Then followed what seemed the secret of the Van Buren discomfort. The
bank in which most of Nettie's fortune was deposited had failed, leaving
her with only the scanty income of five hundred dollars a year, a sum
not sufficient to buy clothes, Mrs. Van Buren said. But Richard did not
notice this--his mind was only intent upon Frank's first love affair,
which ought to have gone on. He did not ask himself whether, in case it
had gone on, Ethelyn would have been there, so near to him that her soft
breathing came distinctly to his ear. He knew she would not; there had
been something between her and Frank Van Buren, he was convinced beyond
a doubt, and the fiercest pang he had ever known was that which came to
him when he sat with Mrs. Dr. Van Buren's letter in his hand, wondering
why Ethie had withheld the knowledge of it from him, and if she had
outlived the love which her aunt regretted as having come to naught.
Then, as the more generous part of his nature began to seek excuses for
her, he asked himself why she offered to read the letter if she had
really been concerned in Frank's first love affair, and hope whispered
that possibly she was not the heroine of that romance.
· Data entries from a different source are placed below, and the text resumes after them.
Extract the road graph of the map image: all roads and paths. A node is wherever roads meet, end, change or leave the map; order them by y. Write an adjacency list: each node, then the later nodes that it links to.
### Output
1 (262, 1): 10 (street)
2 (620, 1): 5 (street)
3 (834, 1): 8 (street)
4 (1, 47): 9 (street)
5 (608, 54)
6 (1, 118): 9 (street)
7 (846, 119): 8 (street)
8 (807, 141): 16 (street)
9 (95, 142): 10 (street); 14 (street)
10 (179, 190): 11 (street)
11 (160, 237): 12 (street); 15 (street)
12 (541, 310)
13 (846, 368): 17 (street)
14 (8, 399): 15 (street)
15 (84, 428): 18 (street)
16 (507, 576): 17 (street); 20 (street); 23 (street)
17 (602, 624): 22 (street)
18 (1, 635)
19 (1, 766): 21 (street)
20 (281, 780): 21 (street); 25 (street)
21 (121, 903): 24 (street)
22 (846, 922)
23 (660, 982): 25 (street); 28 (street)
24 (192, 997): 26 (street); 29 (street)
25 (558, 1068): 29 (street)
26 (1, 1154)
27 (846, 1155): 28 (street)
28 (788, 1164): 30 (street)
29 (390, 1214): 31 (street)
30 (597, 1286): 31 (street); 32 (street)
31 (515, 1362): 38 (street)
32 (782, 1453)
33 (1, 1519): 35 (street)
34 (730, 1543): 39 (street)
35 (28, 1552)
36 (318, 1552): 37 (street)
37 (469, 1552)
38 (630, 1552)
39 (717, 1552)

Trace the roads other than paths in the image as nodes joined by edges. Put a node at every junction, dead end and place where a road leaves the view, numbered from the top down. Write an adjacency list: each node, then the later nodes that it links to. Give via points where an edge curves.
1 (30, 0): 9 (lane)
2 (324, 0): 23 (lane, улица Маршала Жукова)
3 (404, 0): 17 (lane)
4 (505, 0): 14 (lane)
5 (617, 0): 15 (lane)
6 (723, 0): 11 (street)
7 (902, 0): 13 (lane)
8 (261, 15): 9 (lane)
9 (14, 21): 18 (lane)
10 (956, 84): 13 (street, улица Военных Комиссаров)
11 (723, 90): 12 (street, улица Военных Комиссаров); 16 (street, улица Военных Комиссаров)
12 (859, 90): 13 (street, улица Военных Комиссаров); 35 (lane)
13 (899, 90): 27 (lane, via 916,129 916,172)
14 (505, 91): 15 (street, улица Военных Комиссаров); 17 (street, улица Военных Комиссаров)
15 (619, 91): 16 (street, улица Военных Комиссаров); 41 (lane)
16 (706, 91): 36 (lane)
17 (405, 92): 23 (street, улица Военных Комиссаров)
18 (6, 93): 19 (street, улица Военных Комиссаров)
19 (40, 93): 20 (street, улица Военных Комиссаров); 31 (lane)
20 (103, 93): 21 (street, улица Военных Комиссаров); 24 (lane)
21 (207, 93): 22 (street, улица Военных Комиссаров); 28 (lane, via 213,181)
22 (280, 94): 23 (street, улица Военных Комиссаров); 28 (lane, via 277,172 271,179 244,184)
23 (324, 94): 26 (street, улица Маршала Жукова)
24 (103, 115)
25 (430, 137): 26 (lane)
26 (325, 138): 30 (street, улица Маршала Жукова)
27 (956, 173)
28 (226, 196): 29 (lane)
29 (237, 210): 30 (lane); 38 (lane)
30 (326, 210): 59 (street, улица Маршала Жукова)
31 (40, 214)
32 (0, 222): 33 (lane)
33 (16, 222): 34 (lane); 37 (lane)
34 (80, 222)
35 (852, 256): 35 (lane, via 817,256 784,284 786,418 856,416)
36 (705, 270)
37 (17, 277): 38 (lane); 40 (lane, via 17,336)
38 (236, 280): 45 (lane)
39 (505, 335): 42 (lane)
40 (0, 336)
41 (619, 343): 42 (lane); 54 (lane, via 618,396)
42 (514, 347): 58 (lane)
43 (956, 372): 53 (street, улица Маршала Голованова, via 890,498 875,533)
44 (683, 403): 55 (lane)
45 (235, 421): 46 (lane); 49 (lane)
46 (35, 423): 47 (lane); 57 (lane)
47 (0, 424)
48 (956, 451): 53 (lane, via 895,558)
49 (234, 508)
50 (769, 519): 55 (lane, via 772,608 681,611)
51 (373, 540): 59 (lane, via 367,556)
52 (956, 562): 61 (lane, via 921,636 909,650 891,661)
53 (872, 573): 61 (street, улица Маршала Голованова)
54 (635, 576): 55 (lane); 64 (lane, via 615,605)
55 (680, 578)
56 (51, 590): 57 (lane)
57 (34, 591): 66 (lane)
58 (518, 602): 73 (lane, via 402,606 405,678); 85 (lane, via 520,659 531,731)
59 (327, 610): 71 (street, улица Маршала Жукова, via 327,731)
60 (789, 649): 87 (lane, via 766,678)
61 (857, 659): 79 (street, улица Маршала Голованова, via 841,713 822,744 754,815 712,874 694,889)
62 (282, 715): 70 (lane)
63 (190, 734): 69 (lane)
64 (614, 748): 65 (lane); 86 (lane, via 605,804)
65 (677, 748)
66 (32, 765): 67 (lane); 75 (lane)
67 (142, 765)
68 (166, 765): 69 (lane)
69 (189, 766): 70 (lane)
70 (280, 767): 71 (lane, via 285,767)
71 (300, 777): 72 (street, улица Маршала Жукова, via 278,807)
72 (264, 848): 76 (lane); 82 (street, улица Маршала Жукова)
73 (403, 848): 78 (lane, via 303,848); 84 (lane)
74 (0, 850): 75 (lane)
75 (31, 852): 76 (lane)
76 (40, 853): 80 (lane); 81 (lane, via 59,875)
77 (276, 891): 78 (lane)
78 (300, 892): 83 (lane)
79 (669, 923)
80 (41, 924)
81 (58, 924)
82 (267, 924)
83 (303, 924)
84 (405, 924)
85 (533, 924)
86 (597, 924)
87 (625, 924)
There was comfort
in that thought: and Richard would have been comforted if jealousy had
not suggested how easy it was for her to skip the part relating to
Nettie and Frank, and thus leave him as much in the dark as ever. Yes,
that was undoubtedly her intention. While seeming to be so open and
honest, she would have deceived him all the more. This was what Richard
decided, and his heart grew very hard against the young wife, who looked
so innocent and pretty in her quiet sleep, when at last he sought his
pillow and lay down by her side.

He was very moody and silent for days after that, and even his clients
detected an irritability in his manner which they had never seen before.
"There was nothing ailed him," he said to Ethelyn, when she asked what
was the matter, and accused him of being positively cross. She was very
gay; Camden society suited her; and as the season advanced, and the
festivities grew more and more frequent, she was seldom at home more
than one or two evenings in the week, while the day was given either to
the arrangement of dress or taking of necessary rest, so that her
husband saw comparatively little of her, except for the moment when she
always came to him with hood and white cloak in hand to ask him how she
looked, before going to the carriage waiting at the door. Never in her
girlish days had she been so beautiful as she was now, but Richard
seldom told her so, though he felt the magic influence of her brilliant
beauty, and did not wonder that she was the reigning belle. He seldom
accompanied her himself. Parties, and receptions, and concerts, were
bores, he said; and at first he had raised objections to her going
without him. But after motherly Mrs. Harris, who boarded in the next
block, and was never happier than when chaperoning someone, offered to
see to her and take her under the same wing which had sheltered six
fine and now well-married daughters, Richard made no further objections.
He did not wish to be thought a domestic tyrant; he did not wish to seem
jealous, and so he would wrap Ethie's cloak around her, and taking her
himself to Mrs. Harris' carriage, would give that lady sundry charges
concerning her, bidding her see that she did not dance till wholly
wearied out, and asking her to bring her home earlier than the previous
night. Then, returning to his solitary rooms, he would sit nursing the
demon which might so easily have been thrust aside. Ethie was not
insensible to his kindness in allowing her to follow the bent of her own
inclinations, even when it was so contrary to his own, and for his sake
she did many things she might not otherwise have done. She snubbed Harry
Clifford and the whole set of dandies like him, so that, though they
danced, and talked, and laughed with her, they never crossed a certain
line of propriety which she had drawn between them. She was very
circumspect; she tried at first in various ways to atone to Richard for
her long absence from him, telling him whatever she thought would
interest him, and sometimes, when she found him waiting for her, and
looking so tired and sleepy, playfully chiding him for sitting up for
her, and telling him that though it was kind in him to do so, she
preferred that he should not. This was early in the season; but after
the day when Mrs. Markham, senior, came over from Olney to spend the
day, and "blow Richard's wife up," as she expressed it, everything was
changed, and Ethelyn stayed out as late as she liked without any
concessions to Richard. Mrs. Markham, senior, had heard strange stories
of Ethelyn's proceedings--"going to parties night after night, with her
dress shamefully low, and going to plays and concerts bareheaded, with
flowers and streamers in her hair, besides wearing a mask, and
pretending she was Queen Hortense."

"A pretty critter to be," Mrs. Markham had said to the kind neighbor who
had returned from Camden and was giving her the particulars in full of
Ethelyn's misdoings. "Yes, a pretty critter to be! If I was goin' to
turn myself into somebody else I'd take a decent woman. I wonder at
Richard's lettin' her; but, law! he is so blind and she so headstrong!"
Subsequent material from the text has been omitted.